Dataset entries:
»»

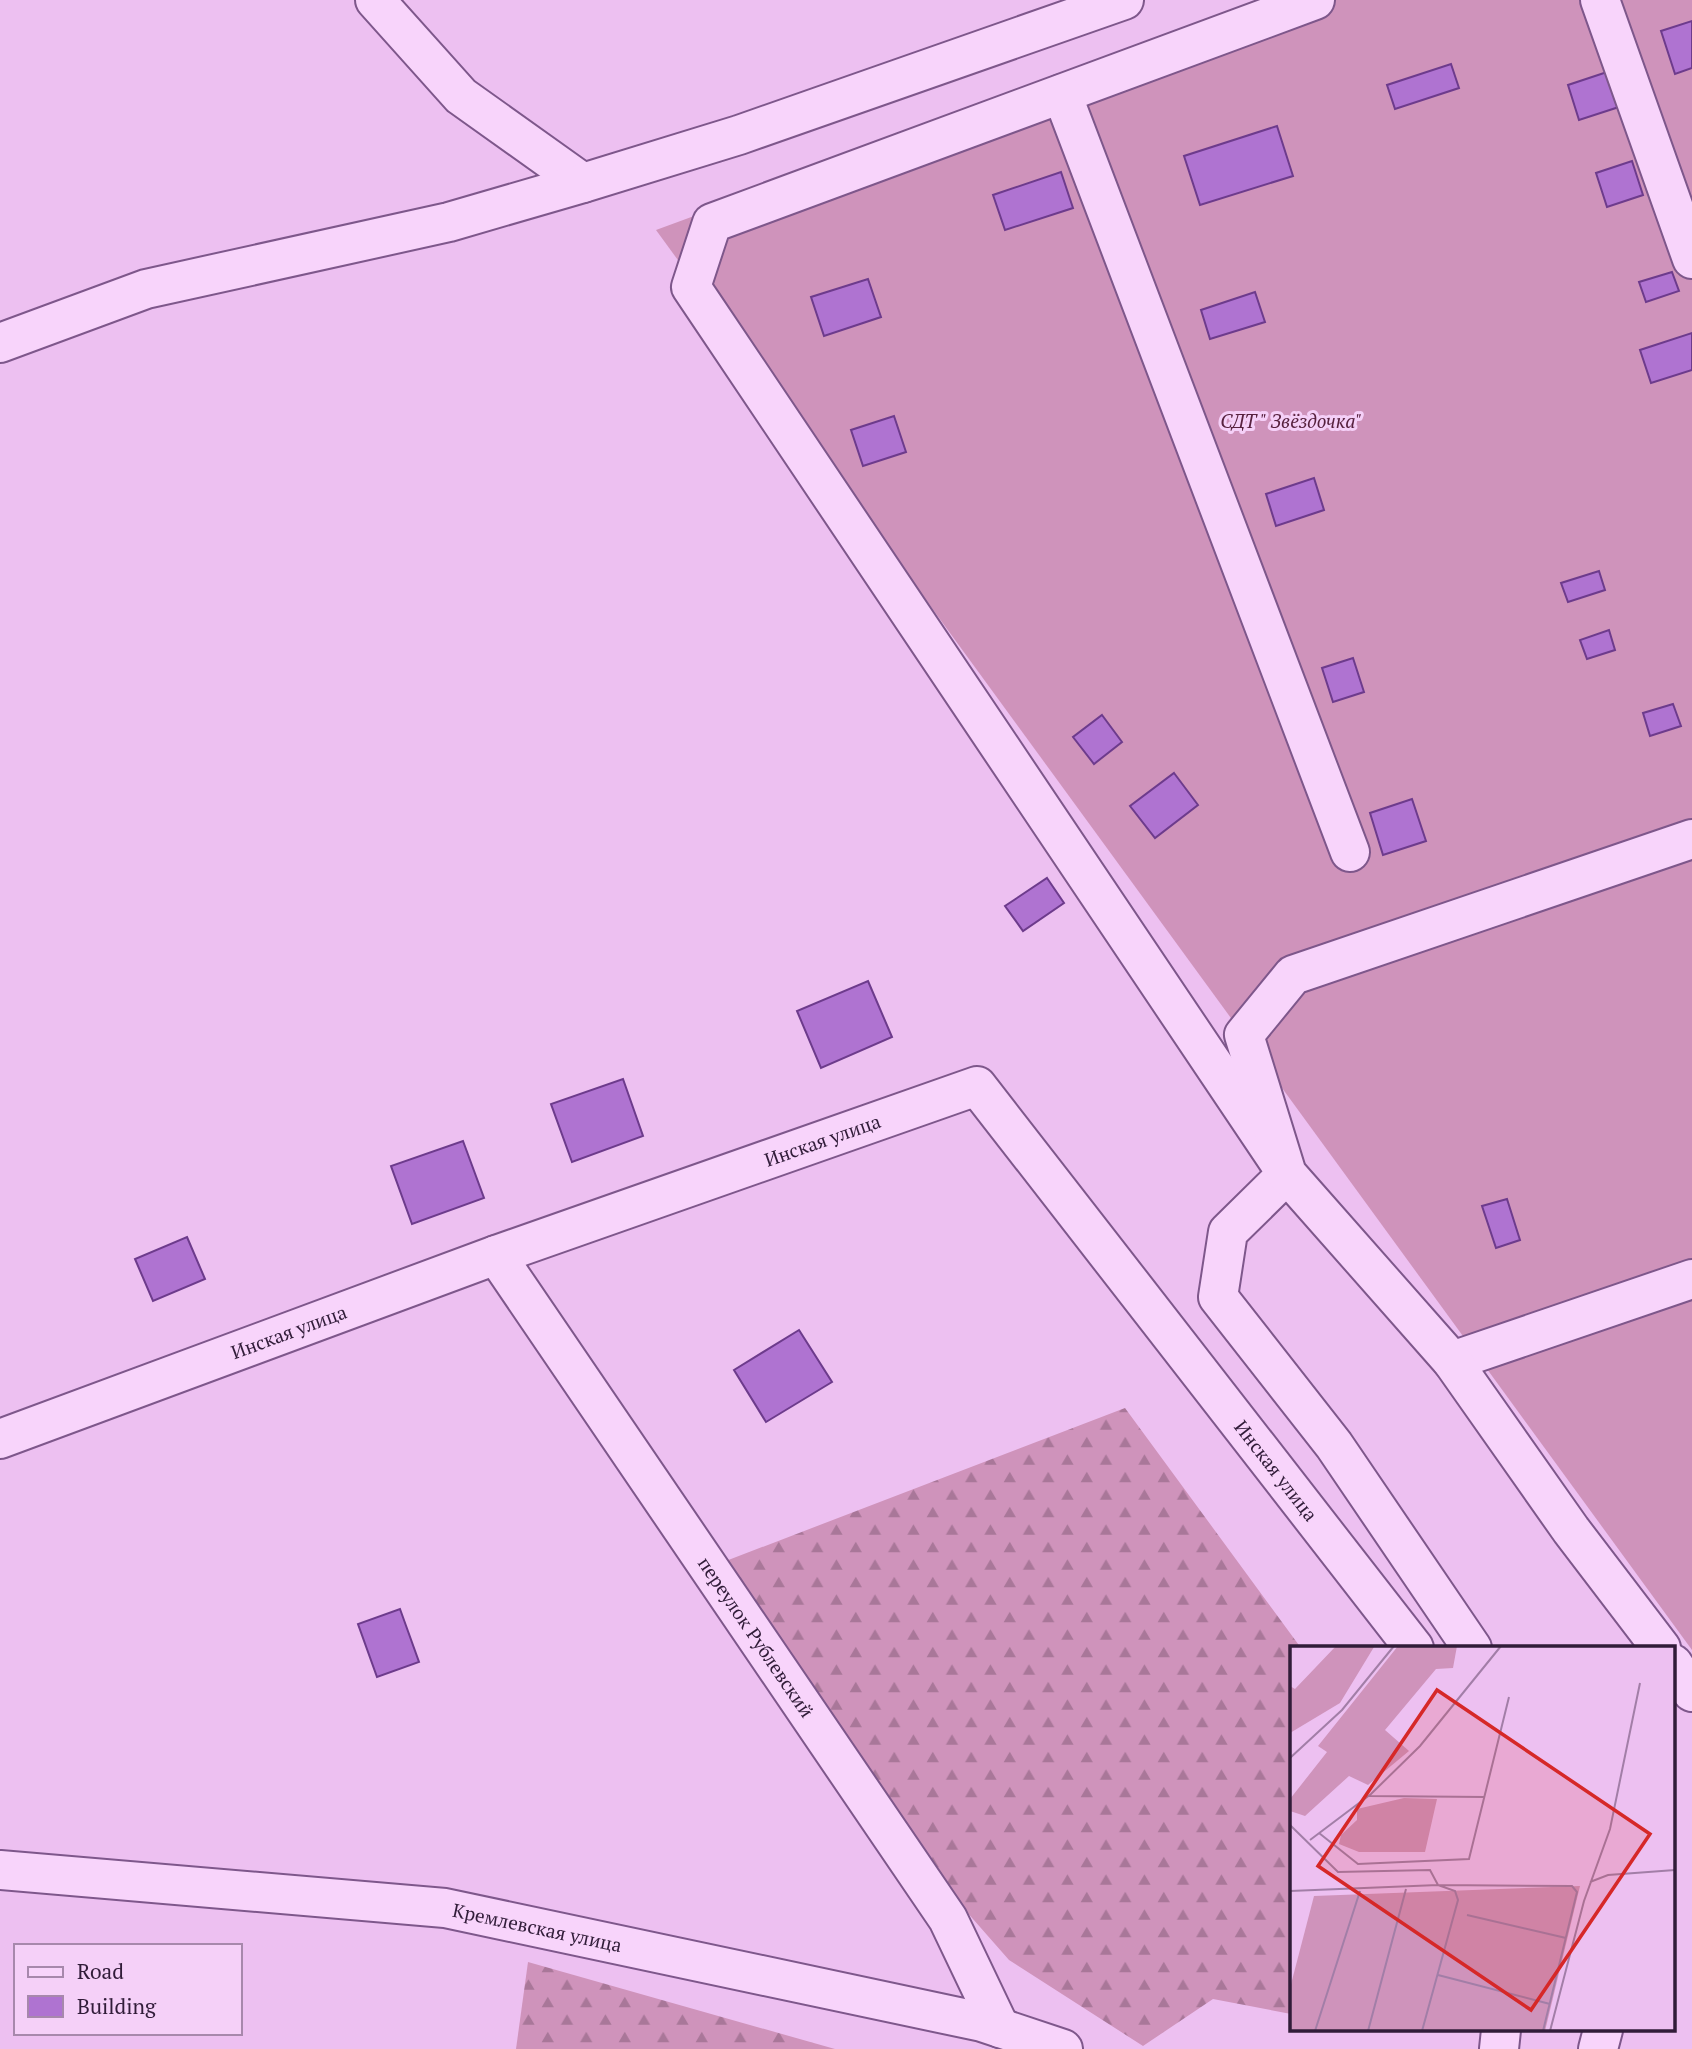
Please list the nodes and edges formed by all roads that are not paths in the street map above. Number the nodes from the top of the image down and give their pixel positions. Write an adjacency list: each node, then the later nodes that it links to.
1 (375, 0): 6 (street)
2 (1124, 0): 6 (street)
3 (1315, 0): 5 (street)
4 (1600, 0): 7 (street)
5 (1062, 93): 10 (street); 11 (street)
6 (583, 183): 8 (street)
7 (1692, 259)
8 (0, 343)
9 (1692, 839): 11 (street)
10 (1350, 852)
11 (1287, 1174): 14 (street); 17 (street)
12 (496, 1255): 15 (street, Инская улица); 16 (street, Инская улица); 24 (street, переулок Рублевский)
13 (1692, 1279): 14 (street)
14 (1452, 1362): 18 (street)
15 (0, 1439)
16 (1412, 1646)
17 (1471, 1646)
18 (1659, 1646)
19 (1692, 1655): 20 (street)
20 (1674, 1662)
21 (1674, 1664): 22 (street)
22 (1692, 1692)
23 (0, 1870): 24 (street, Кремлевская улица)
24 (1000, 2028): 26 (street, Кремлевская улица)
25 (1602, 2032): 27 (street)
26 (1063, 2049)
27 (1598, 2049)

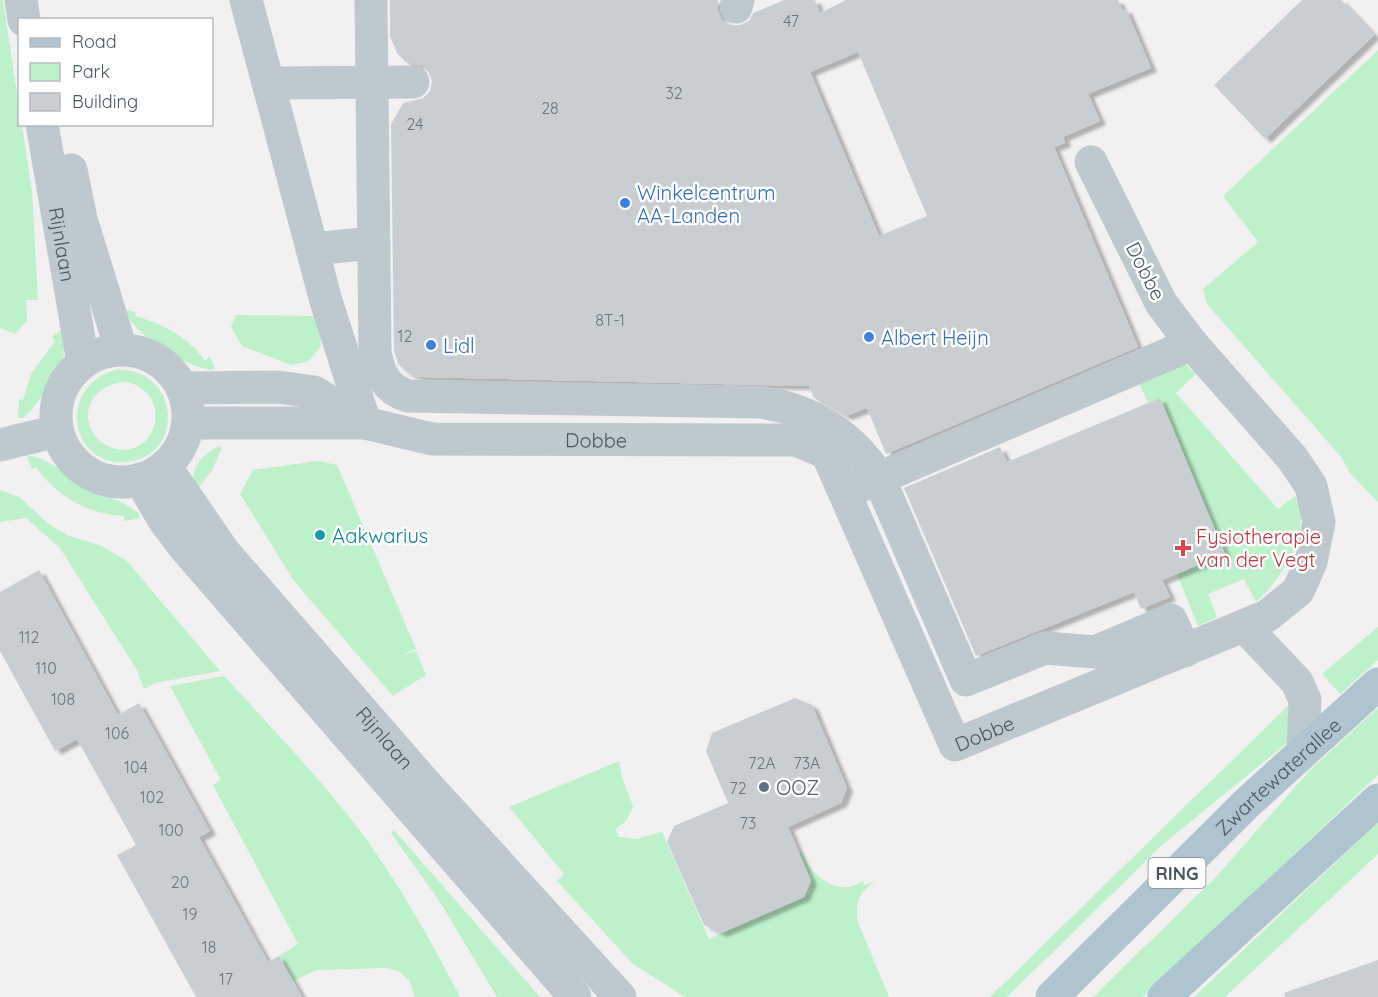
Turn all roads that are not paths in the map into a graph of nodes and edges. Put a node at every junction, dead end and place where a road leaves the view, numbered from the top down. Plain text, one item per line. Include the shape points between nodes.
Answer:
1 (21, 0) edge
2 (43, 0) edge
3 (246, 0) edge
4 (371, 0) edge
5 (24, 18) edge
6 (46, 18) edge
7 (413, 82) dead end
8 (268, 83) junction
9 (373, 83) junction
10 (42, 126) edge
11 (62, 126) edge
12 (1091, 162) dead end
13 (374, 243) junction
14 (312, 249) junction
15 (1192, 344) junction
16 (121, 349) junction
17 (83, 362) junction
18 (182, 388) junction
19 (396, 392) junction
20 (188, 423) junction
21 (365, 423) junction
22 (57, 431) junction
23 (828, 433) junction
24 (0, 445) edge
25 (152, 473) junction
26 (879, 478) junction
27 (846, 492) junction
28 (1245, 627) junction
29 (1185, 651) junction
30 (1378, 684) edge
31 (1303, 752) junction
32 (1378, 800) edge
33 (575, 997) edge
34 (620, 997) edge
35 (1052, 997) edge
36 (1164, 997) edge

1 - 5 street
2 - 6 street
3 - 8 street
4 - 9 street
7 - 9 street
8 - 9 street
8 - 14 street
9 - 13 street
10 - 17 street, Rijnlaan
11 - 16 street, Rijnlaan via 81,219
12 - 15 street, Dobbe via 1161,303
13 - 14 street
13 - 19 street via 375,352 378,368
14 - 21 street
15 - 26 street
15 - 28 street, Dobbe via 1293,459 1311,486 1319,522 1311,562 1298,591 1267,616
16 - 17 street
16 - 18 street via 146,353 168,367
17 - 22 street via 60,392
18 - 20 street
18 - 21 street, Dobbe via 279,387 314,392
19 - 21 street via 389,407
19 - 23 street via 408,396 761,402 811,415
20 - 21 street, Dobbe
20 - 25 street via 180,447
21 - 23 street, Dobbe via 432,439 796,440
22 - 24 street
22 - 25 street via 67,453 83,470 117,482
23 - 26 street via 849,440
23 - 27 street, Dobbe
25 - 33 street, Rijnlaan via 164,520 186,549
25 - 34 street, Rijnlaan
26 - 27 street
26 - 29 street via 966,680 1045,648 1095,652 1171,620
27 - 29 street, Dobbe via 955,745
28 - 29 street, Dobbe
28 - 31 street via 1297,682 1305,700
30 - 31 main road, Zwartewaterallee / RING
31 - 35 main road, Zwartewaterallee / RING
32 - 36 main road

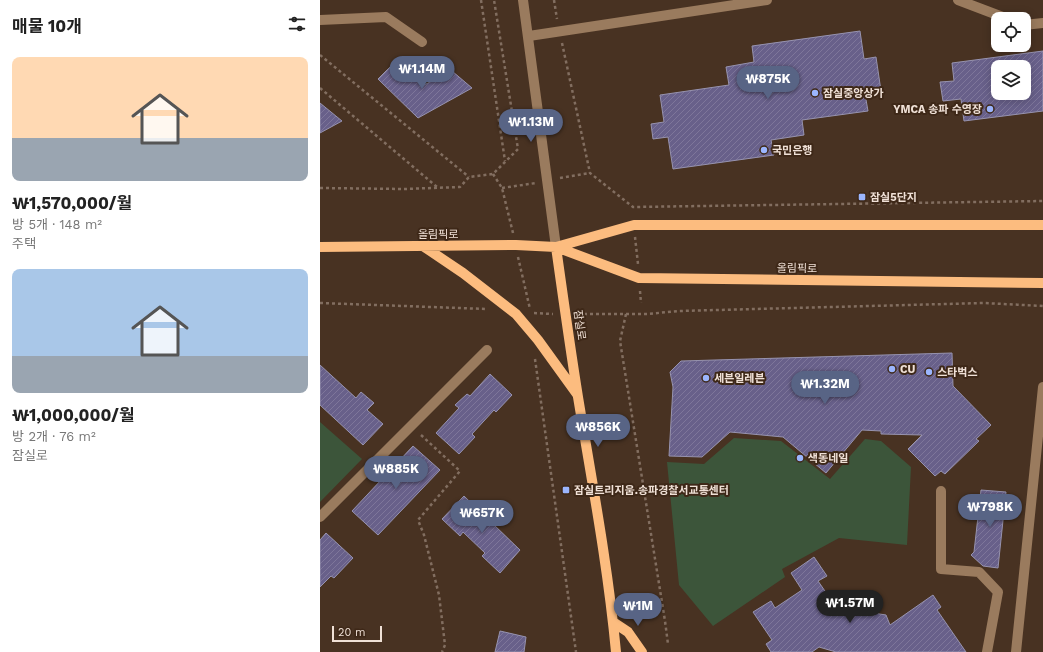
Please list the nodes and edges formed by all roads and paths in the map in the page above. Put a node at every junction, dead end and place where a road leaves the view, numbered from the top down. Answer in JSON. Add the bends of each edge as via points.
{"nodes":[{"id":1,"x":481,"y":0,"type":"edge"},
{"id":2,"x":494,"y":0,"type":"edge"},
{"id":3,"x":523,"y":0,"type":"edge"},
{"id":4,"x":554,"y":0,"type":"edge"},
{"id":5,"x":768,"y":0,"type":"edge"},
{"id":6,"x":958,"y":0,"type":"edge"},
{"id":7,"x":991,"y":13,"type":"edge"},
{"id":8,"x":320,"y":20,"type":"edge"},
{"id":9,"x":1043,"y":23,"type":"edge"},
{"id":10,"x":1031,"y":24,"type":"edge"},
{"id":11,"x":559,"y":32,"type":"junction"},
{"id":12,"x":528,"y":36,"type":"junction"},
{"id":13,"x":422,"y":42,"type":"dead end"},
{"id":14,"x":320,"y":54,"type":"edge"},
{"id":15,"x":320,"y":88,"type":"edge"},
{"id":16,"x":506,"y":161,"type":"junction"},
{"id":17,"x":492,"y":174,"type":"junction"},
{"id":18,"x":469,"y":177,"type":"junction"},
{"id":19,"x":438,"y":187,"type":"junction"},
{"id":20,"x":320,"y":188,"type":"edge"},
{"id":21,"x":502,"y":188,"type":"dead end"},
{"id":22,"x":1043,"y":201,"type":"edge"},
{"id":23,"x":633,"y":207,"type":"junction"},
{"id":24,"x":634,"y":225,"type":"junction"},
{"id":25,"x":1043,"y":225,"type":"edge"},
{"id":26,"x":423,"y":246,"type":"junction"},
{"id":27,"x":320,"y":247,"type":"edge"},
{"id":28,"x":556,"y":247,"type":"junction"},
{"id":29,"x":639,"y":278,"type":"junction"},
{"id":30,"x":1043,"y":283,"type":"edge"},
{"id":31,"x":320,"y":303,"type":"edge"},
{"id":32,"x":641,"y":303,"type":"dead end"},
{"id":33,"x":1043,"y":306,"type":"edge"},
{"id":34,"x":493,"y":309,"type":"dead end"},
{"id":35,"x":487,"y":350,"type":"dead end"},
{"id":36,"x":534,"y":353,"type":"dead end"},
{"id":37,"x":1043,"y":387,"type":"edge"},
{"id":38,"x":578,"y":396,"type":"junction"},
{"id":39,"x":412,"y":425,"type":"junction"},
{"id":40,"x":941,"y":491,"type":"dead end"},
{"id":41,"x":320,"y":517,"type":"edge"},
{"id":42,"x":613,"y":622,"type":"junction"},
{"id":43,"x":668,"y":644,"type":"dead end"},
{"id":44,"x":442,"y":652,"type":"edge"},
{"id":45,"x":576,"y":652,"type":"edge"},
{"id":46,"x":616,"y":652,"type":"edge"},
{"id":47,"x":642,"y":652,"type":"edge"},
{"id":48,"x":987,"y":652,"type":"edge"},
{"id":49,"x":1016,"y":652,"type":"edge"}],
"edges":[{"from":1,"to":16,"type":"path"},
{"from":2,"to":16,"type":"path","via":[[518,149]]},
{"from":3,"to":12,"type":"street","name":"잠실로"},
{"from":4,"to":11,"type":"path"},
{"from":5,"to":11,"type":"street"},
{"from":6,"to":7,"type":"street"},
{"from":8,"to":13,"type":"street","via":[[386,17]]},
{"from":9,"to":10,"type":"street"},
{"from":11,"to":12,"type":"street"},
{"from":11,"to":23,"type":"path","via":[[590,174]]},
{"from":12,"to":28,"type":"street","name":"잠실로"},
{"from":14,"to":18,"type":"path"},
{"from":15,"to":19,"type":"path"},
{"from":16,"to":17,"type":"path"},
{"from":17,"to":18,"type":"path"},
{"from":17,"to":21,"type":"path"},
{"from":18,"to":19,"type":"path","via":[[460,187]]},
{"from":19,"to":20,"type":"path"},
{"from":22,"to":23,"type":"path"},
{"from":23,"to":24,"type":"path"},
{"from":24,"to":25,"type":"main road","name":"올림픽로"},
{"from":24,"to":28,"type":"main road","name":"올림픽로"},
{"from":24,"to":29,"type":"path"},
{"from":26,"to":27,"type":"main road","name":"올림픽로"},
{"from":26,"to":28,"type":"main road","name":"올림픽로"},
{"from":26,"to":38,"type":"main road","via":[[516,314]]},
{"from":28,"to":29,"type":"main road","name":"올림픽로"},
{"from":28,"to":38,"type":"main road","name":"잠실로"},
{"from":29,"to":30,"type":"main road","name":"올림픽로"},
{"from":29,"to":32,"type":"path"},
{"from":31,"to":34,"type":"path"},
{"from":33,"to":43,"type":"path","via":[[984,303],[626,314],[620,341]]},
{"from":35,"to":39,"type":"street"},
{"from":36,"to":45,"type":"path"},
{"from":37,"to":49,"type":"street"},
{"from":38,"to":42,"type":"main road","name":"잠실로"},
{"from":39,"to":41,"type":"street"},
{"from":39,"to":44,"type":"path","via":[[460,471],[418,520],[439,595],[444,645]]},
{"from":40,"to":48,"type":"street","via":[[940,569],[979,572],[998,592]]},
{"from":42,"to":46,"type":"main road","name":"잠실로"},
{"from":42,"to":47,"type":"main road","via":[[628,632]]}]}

««

Return every line of the records in which the word "down" is found.

Please list the nodes and edges formed by all roads that are not paths in the street map above. Number the nodes from the top of the image down and give their pixel positions. Write an adjacency list: each node, then the later nodes that it links to.
Turn all roads that are not paths in the map into a graph of nodes and edges. Put a node at every junction, dead end and place where a road leaves the view, numbered from the top down. Plain text, one item per line. Include the shape points between nodes.
Please list the nodes and edges formed by all roads and paths in the map in the page above. Put a node at every junction, dead end and place where a road leaves the view, numbered from the top down. Answer in JSON. Add the bends of each edge as via points.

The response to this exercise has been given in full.